The conductive paths inside an IC are really small, so it doesn't take much energy through them to vaporize them.¹

There are millions of such paths inside the ICs of an Arduino, and it only takes damage to one of them to break the device. It is possible that you could get lucky and break some feature that you aren't using, but this is not a good gamble to take.

Can I really destroy something simple like an Arduino module if I touch it?

What makes you think an Arduino is "simple?" Microcontrollers are among the most complex and delicate objects humans make. Fabergé eggs are simple and durable by comparison.

How does this happen?

It happens the same way you get a discharge when touching a doorknob. Whenever the path through the device is a better path for the electricity than leaking away through your shoes and the air, it will take that path.

Generally, the device is a good path because it is plugged into a power source, which means there's a ground path, which is a low-impedance path to a much lower voltage potential.

Some of an Arduino's input pins will be protected against static discharge, but probably not all. Even those that are protected can be killed with enough hits.
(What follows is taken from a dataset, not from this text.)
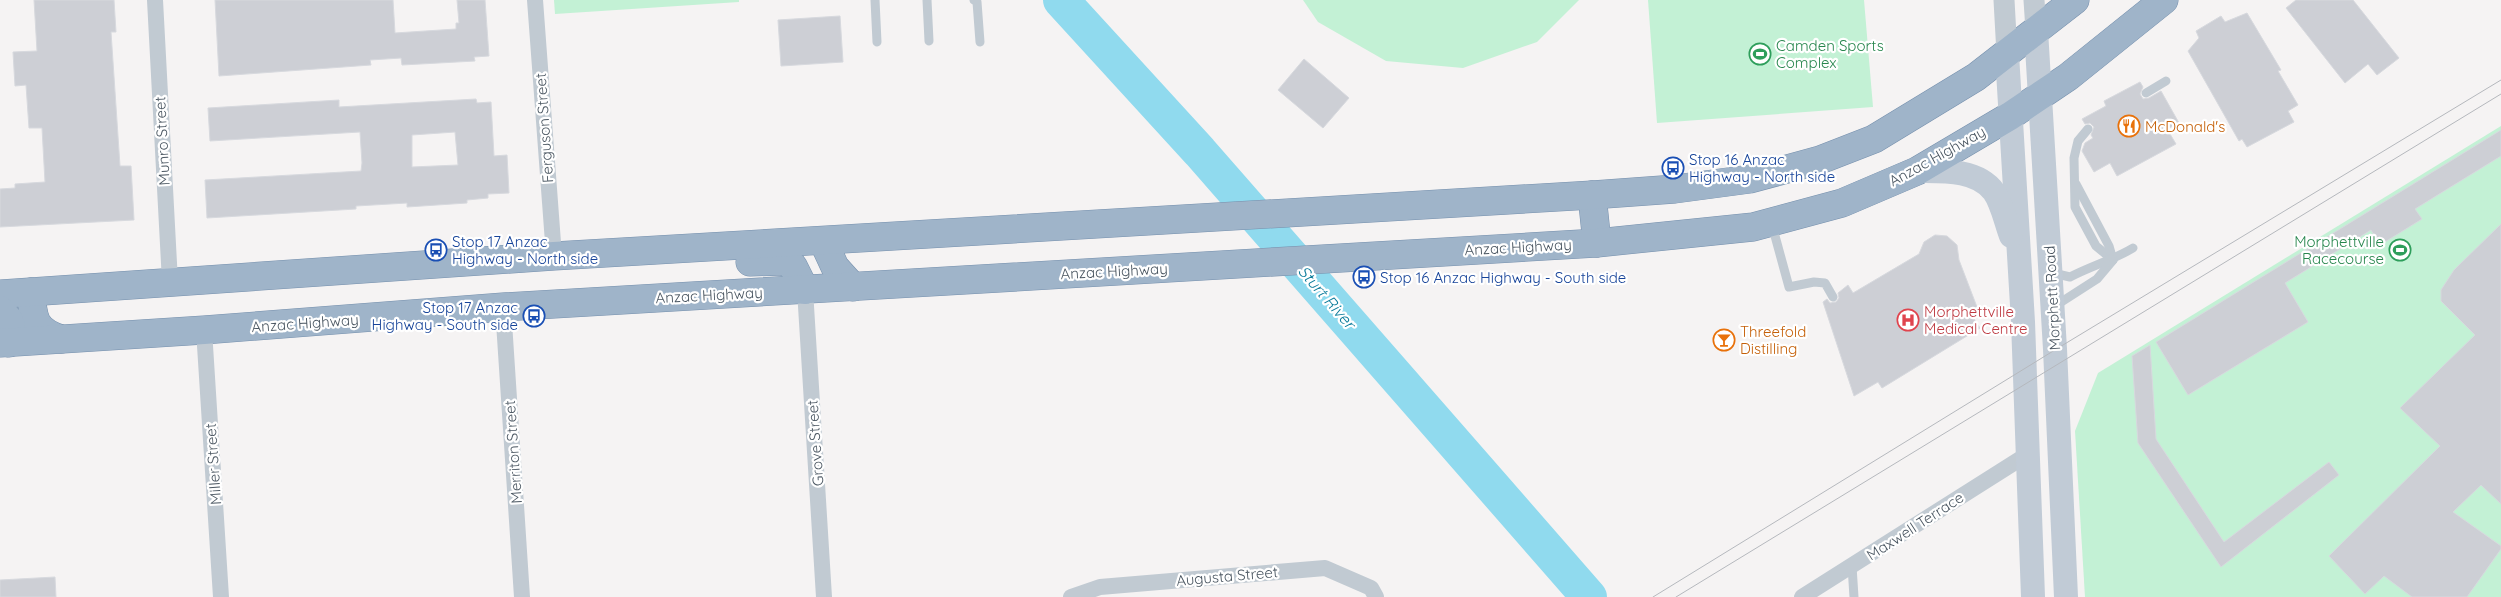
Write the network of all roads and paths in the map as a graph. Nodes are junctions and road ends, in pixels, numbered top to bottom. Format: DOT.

Protection doesn't make a pin invulnerable, it just allows it to withstand a certain amount of ESD energy. Like any armor, hit it enough times with enough energy, and you can break through.

This is not to say that unplugging the device is a good solution to the problem, however. For one thing, it defeats much of the protection built into the device, because some of it works by shunting the dangerous energies to ground. When you unplug the device, you remove that path, so now the electricity is forced to take a different path through the device, one without this protection. An unplugged device still has other conductive paths that lead to a lower voltage potential. Consider that humans and shoes are poor conductors, yet we manage to get static buildups, and can be electrocuted.

Anything more I should know?

Go to a good electronics tool shop and look at all the antistatic products available. They're made for a good reason. Buy some. Use them. :)


Footnotes:

  1. The sort of static discharges you feel when touching a doorknob range between 5 kV and 15 kV depending on several factors;² the peak current can be 1 A. The static electricity is equalized in about a microsecond and doesn't pass through your heart, so it is merely annoying to a human but potentially fatal to a semiconductor gate.

    The human body can also charge to less than 5 kV before discharging. There is a range where there is still enough energy in the discharge to damage a sensitive IC, but where the energy is too low for your nerves to sense it.

  2. Dry air allows the human body to store more charge because it leaks away slower than in moist air, so that the energy in a static discharge generally gets higher in winter. Your shoe type also affects the amount of energy you can deliver in a static discharge, as does the carpet. Then you have effects like how moist your skin is, whether your fingers are callused, etc.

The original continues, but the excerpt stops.